Tseng Hsi-sheng said that canteens liberate labour power. I think that there is another point, which is that they save materials. Without the latter benefit they would not last. Can we do it? We can. My proposal is that the Honan comrades should carry out some mechanization, such as laying on running water, so that the water does not have to be carried. In this way both labour and materials can be saved. It is a good thing that half of them have now been disbanded. Commander-in-chief, I approve of your way of putting it, but I also differ with you. We should not stop disbanding them altogether, but neither should we disband too many. I’m a middle-of-the-roader. Honan, Szechwan, Hupei are all leftists. But a right wing has emerged. The Ch’angli investigation committee of the Chinese Academy of Sciences say that the canteens have no merit at all, attacking them on one particular point and not mentioning any others. They imitate Teng T’u-tzu’s ‘Ode on Love of Sex’. Teng T’u-tzu attacked Sung Yü on three points: he was handsome, sex-mad, and eloquent. Also he did not like his own wife and was very dangerous.

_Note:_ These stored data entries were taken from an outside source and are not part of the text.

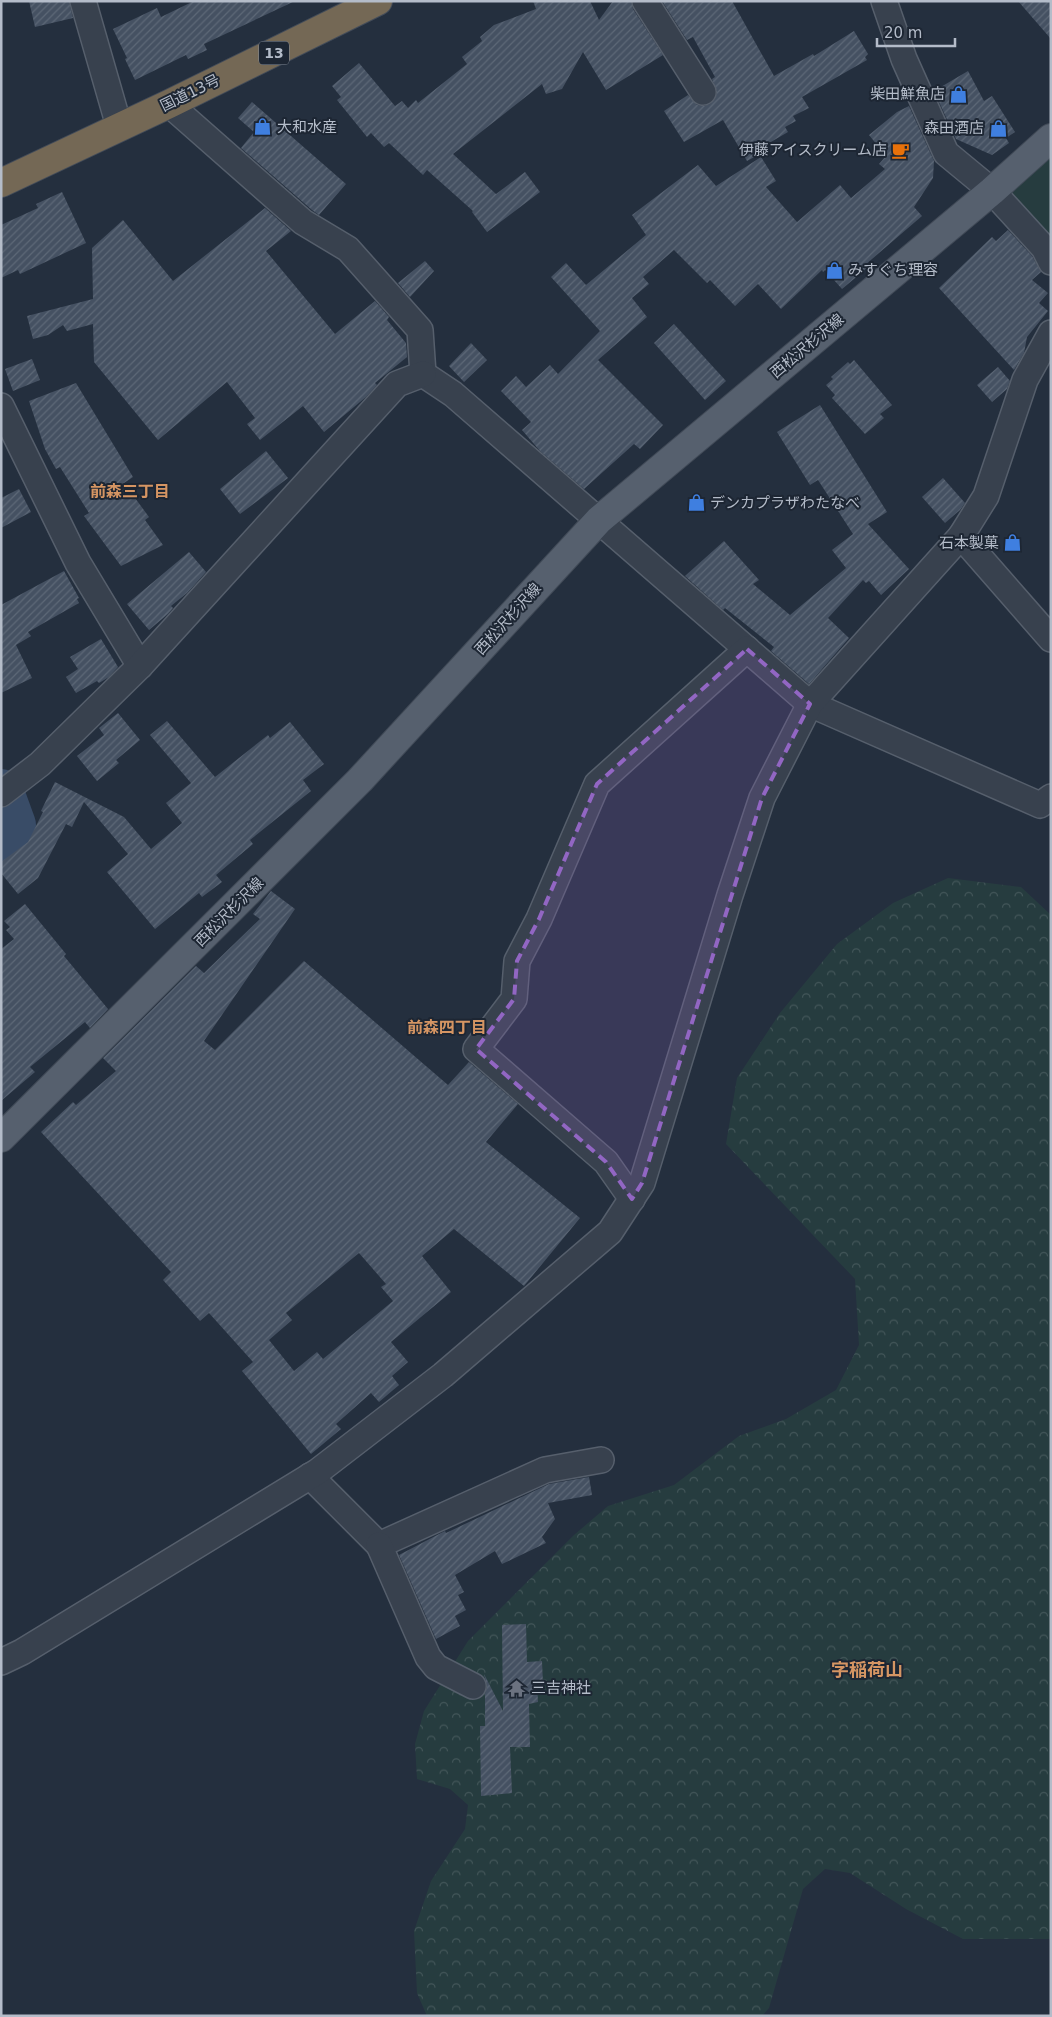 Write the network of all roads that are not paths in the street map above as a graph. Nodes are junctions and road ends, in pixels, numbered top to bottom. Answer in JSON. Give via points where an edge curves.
{"nodes":[{"id":1,"x":84,"y":1,"type":"edge"},
{"id":2,"x":378,"y":1,"type":"edge"},
{"id":3,"x":645,"y":1,"type":"edge"},
{"id":4,"x":884,"y":1,"type":"edge"},
{"id":5,"x":704,"y":92,"type":"dead end"},
{"id":6,"x":169,"y":104,"type":"junction"},
{"id":7,"x":119,"y":126,"type":"junction"},
{"id":8,"x":1051,"y":138,"type":"edge"},
{"id":9,"x":1,"y":183,"type":"edge"},
{"id":10,"x":992,"y":191,"type":"junction"},
{"id":11,"x":1051,"y":262,"type":"edge"},
{"id":12,"x":1051,"y":334,"type":"edge"},
{"id":13,"x":424,"y":374,"type":"junction"},
{"id":14,"x":1,"y":406,"type":"edge"},
{"id":15,"x":599,"y":520,"type":"junction"},
{"id":16,"x":960,"y":536,"type":"junction"},
{"id":17,"x":1051,"y":639,"type":"edge"},
{"id":18,"x":747,"y":649,"type":"junction"},
{"id":19,"x":140,"y":666,"type":"junction"},
{"id":20,"x":810,"y":704,"type":"junction"},
{"id":21,"x":1,"y":794,"type":"edge"},
{"id":22,"x":1051,"y":797,"type":"edge"},
{"id":23,"x":1,"y":1138,"type":"edge"},
{"id":24,"x":632,"y":1199,"type":"junction"},
{"id":25,"x":601,"y":1460,"type":"dead end"},
{"id":26,"x":310,"y":1476,"type":"junction"},
{"id":27,"x":379,"y":1545,"type":"junction"},
{"id":28,"x":1,"y":1662,"type":"edge"},
{"id":29,"x":473,"y":1686,"type":"dead end"}],
"edges":[{"from":1,"to":7,"type":"street"},
{"from":2,"to":6,"type":"highway","name":"国道13号","number":"13"},
{"from":3,"to":5,"type":"street"},
{"from":4,"to":10,"type":"street","via":[[904,59],[946,153]]},
{"from":6,"to":7,"type":"highway","name":"国道13号","number":"13"},
{"from":6,"to":13,"type":"street","via":[[304,222],[348,249],[420,330]]},
{"from":7,"to":9,"type":"highway","name":"国道13号","number":"13"},
{"from":8,"to":10,"type":"main road","name":"西松沢杉沢線"},
{"from":10,"to":11,"type":"street","via":[[1044,248]]},
{"from":10,"to":15,"type":"main road","name":"西松沢杉沢線"},
{"from":12,"to":16,"type":"street","via":[[1025,380],[986,496]]},
{"from":13,"to":15,"type":"street","via":[[453,394]]},
{"from":13,"to":19,"type":"street","via":[[397,384]]},
{"from":14,"to":19,"type":"street","via":[[78,563]]},
{"from":15,"to":18,"type":"street"},
{"from":15,"to":23,"type":"main road","name":"西松沢杉沢線","via":[[360,780]]},
{"from":16,"to":17,"type":"street"},
{"from":16,"to":20,"type":"street"},
{"from":18,"to":20,"type":"street"},
{"from":18,"to":24,"type":"street","via":[[597,784],[539,919],[517,961],[514,999],[476,1049],[606,1162]]},
{"from":19,"to":21,"type":"street","via":[[40,764]]},
{"from":20,"to":22,"type":"street","via":[[1040,805]]},
{"from":20,"to":24,"type":"street","via":[[762,798],[642,1183]]},
{"from":24,"to":26,"type":"street","via":[[610,1232],[443,1375]]},
{"from":25,"to":27,"type":"street","via":[[545,1470]]},
{"from":26,"to":27,"type":"street"},
{"from":26,"to":28,"type":"street"},
{"from":27,"to":29,"type":"street","via":[[428,1657],[436,1667]]}]} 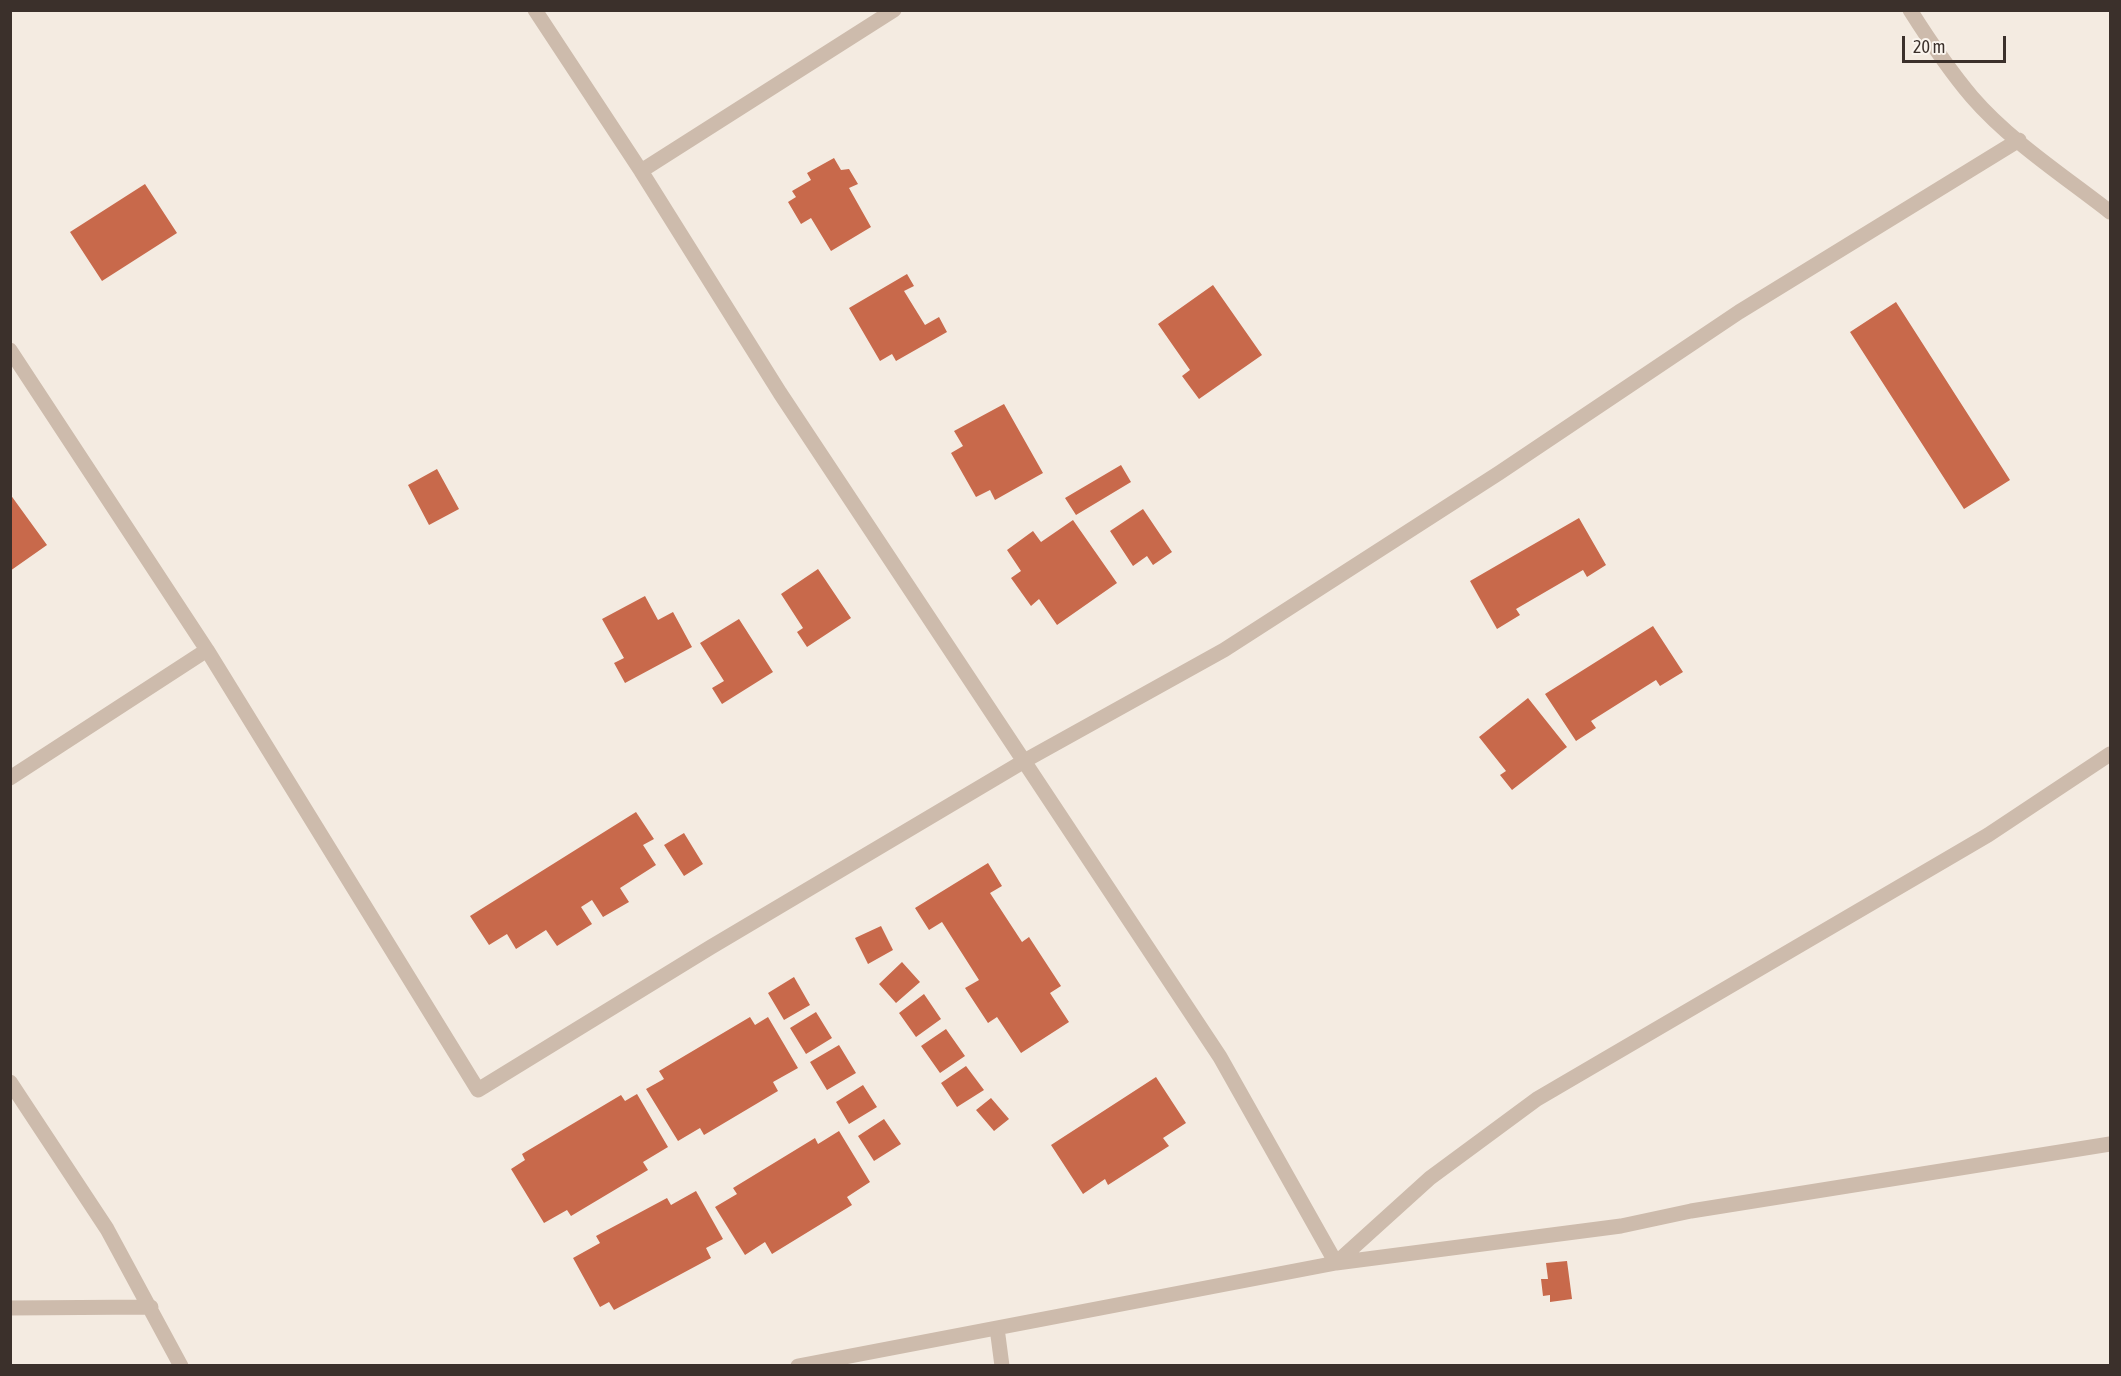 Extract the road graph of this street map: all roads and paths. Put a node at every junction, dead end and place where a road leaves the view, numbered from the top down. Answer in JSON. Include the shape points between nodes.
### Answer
{"nodes":[{"id":1,"x":535,"y":10,"type":"edge"},
{"id":2,"x":894,"y":10,"type":"edge"},
{"id":3,"x":1910,"y":10,"type":"edge"},
{"id":4,"x":2019,"y":140,"type":"junction"},
{"id":5,"x":641,"y":171,"type":"junction"},
{"id":6,"x":2110,"y":212,"type":"edge"},
{"id":7,"x":10,"y":350,"type":"edge"},
{"id":8,"x":207,"y":650,"type":"junction"},
{"id":9,"x":2110,"y":754,"type":"edge"},
{"id":10,"x":1026,"y":760,"type":"junction"},
{"id":11,"x":10,"y":778,"type":"edge"},
{"id":12,"x":10,"y":1082,"type":"edge"},
{"id":13,"x":2110,"y":1144,"type":"edge"},
{"id":14,"x":1336,"y":1263,"type":"junction"},
{"id":15,"x":151,"y":1307,"type":"junction"},
{"id":16,"x":10,"y":1308,"type":"edge"},
{"id":17,"x":997,"y":1328,"type":"junction"},
{"id":18,"x":181,"y":1365,"type":"edge"},
{"id":19,"x":798,"y":1365,"type":"edge"},
{"id":20,"x":1002,"y":1365,"type":"edge"}],
"edges":[{"from":1,"to":5,"type":"street"},
{"from":2,"to":5,"type":"street"},
{"from":3,"to":4,"type":"street","via":[[1931,45],[1973,98]]},
{"from":4,"to":6,"type":"street"},
{"from":4,"to":10,"type":"street","via":[[1739,312],[1224,650]]},
{"from":5,"to":10,"type":"street","via":[[780,393]]},
{"from":7,"to":8,"type":"street"},
{"from":8,"to":10,"type":"street","via":[[478,1090]]},
{"from":8,"to":11,"type":"street"},
{"from":9,"to":14,"type":"street","via":[[1988,835],[1537,1099],[1430,1178]]},
{"from":10,"to":14,"type":"street","via":[[1220,1057]]},
{"from":12,"to":15,"type":"street","via":[[107,1229]]},
{"from":13,"to":14,"type":"street","via":[[1691,1211],[1621,1226]]},
{"from":14,"to":17,"type":"street"},
{"from":15,"to":16,"type":"street"},
{"from":15,"to":18,"type":"street"},
{"from":17,"to":19,"type":"street"},
{"from":17,"to":20,"type":"street"}]}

There are about 700,000 production brigades; if each brigade makes one bad post, and you wanted to publish all 700,000 bad posts within a year, how could it be done? Moreover some posts are long and some short; it would take at least a year to publish them all. What would the result be? Our state would collapse and even if the imperialists didn’t come, the people would rise up and overthrow us. If the paper you publish prints bad news every day, people will have no heart for their work. It wouldn’t take as long as a year; we would perish within a week. To print 700,000 items all about bad things is not proletarian.